As the Paloma Blanca regulars spoke among themselves, she pressed the comm bar with her chin to put the open channel on standby and switched to a secondary channel, then held up three fingers to her companions and waited for them to chin their own comms to the proper frequency. “Is that the fissure over there?” she asked, pointing to a dark, angular blotch barely visible inside one of the deep shadows lining the rim wall. “I can’t tell for sure.”
“That’s it,” Brendan assured her. “It’s closer than it looks, too. The brightness, all the shadows—it’s throwing my depth perception off.”
“I can’t believe this,” she breathed, hearing the awe in her own voice. “I never thought it could be this strikingly beautiful.”
“Me, too.” The voice was Towsen’s, and carried with it the same sense of wonder she felt. He waved and signaled that he was switching back to the open channel, then moved slowly off to one si
de to examine an odd arrangement of jagged talus, gingerly placing one foot in front of the other as he bounced toward the pile of rocks.

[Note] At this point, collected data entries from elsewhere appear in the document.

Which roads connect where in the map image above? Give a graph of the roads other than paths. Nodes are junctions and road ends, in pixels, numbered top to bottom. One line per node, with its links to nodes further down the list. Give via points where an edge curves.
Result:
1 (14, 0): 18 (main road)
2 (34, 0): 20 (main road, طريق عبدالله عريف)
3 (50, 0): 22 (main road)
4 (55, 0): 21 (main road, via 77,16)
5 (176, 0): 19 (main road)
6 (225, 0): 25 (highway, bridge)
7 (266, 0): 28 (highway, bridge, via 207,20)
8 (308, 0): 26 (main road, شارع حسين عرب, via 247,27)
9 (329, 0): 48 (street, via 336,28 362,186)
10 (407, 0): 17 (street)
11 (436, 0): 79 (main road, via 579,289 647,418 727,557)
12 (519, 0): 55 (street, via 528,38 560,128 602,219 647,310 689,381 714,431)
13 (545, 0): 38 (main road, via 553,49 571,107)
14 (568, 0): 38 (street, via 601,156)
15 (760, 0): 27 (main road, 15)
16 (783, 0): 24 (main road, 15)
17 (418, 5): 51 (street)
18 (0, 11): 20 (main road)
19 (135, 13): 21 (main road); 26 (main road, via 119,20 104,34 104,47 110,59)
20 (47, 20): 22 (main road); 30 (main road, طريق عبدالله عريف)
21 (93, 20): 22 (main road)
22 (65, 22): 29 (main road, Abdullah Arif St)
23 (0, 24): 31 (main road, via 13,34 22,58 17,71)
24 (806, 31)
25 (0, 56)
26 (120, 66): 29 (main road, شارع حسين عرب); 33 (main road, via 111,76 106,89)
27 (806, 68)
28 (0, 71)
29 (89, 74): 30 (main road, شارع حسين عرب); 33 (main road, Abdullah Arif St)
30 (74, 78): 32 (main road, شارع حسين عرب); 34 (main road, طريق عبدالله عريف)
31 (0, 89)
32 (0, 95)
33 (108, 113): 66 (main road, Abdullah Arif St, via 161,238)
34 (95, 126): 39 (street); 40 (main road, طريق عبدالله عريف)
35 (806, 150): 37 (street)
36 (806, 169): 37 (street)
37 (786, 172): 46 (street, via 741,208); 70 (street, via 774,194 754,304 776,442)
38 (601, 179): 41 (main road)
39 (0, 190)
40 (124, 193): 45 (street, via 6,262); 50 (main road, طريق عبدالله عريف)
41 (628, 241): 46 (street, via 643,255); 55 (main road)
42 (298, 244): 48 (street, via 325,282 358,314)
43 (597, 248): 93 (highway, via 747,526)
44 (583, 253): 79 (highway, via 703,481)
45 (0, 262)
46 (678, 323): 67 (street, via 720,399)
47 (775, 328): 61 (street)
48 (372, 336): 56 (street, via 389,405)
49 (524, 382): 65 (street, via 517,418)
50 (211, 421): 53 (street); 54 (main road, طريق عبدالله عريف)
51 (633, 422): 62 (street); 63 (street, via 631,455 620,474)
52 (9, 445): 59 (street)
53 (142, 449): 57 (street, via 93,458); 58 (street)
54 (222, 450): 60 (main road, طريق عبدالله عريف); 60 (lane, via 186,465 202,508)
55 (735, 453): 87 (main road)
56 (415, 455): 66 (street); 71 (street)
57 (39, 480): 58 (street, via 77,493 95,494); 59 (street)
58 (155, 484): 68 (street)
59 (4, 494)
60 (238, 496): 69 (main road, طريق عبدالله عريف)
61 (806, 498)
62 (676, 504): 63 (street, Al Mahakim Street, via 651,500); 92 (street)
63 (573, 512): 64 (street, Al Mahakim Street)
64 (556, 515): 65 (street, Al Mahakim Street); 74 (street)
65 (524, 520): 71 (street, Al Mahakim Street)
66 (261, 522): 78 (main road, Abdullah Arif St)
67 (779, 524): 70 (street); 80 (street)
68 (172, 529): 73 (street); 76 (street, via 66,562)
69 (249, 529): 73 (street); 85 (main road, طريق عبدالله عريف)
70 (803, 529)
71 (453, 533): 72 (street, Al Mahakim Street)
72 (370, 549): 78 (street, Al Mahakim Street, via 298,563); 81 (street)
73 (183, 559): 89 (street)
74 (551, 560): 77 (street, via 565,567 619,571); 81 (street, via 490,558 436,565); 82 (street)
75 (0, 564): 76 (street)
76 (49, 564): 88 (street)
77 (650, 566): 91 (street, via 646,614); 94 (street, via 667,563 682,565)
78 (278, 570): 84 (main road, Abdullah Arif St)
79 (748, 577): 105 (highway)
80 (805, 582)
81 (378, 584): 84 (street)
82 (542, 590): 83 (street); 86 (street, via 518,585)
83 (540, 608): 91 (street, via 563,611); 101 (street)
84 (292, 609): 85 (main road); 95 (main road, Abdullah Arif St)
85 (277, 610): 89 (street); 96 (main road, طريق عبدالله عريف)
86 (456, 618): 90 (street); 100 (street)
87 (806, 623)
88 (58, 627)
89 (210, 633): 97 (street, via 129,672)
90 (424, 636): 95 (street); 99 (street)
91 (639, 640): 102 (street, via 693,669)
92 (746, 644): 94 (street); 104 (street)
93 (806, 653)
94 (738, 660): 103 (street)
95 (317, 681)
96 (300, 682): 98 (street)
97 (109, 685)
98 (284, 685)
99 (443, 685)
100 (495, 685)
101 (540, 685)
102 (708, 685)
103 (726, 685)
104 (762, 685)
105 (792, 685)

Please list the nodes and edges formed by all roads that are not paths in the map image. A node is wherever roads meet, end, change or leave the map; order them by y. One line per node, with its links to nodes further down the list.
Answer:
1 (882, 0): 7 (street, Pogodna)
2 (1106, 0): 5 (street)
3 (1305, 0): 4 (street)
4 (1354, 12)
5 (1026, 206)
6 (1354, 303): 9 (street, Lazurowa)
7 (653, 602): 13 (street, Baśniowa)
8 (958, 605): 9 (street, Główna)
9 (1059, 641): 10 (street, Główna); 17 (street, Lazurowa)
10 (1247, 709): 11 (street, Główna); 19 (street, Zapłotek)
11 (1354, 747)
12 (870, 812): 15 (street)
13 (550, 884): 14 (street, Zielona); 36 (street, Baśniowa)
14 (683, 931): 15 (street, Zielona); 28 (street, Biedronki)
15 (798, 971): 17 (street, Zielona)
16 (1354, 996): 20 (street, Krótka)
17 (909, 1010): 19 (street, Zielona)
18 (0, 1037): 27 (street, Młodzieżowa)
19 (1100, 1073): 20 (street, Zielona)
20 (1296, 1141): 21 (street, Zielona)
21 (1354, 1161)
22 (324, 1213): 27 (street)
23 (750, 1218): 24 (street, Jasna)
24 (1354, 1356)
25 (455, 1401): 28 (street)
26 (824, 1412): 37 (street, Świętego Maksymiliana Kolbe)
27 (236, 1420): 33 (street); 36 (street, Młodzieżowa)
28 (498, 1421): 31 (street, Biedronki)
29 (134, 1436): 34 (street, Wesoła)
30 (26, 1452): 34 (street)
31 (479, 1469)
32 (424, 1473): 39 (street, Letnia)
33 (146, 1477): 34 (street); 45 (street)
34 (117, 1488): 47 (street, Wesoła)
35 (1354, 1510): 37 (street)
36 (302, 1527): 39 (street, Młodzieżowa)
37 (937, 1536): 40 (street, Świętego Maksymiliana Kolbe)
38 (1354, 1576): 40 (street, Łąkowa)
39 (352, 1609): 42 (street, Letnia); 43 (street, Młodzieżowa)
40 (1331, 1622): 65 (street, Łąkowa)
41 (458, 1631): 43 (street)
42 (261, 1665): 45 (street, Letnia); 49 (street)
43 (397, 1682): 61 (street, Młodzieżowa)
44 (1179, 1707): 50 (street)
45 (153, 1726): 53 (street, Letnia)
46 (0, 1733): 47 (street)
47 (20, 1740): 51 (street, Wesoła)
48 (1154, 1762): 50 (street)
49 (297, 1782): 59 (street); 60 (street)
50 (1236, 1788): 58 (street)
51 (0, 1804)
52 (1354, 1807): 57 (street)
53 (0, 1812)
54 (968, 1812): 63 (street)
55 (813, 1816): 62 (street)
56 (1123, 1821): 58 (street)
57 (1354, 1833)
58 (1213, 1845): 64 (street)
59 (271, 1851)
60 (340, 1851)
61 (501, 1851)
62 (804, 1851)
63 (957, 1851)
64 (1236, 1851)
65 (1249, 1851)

“I went outside once, back on Luna,” Brendan reminisced. “Father took us on one of those rare outings—the kind where everything is so perfect that you always wish it could last forever.” His pleasant chuckle at the memory buzzed in the helmet speaker. “Of course, when you’re a child you always wish that just about everything can last forever.”
“I remember the same kinds of outings with my father,” Adela said, recalling a similar experience. “On Gris.”
“Anyway, it was just the four of us. I was, let’s see … I was ten; that would have made Lewis fourteen and Cathay six. The whole thing was a birthday surprise for me—I had begged for years to be taken out onto the surface and he finally relented. Cathay was thrilled, and as I recall Lewis put on a show of complaining the whole time because he was missing out on something his Academy friends were doing. He never fooled Father, though; he was just as glad to spend time with him, away from Woodsgate and the day-to-day affairs of the Court.”
“It sounds lovely, Brendan. I wish I could have been there.”
He sighed. “But then it was back to being the Emperor. And while we saw Father regularly, it was more than three years before all four of us did something together again. Oh, well.” Adela couldn’t tell for sure, but somehow she felt he had just shrugged inside the hard suit.
“Sorry to break in, Academician,” said Towsen apologetically. He must have heard the last of what Brendan had said, but if he had intruded on the private moment, he didn’t let on. “They want us all back on the open channel.”
“Pay attention, down there,” Anmoore called from the flight deck above them. He waved once, then pointed to where Hannah was smoothly bringing the platform around, settling it effortlessly to the ground. The hexagonal platform had a low railing that ran all the way around it save for an opening just large enough for them all to climb aboard. Once they stood together on the platform, Anmoore admonished, “Three hours, that’s all I’m allowing for this first trip. Ninety minutes in, and ninety minutes out. I’m setting the time … now. Check your heads-up.”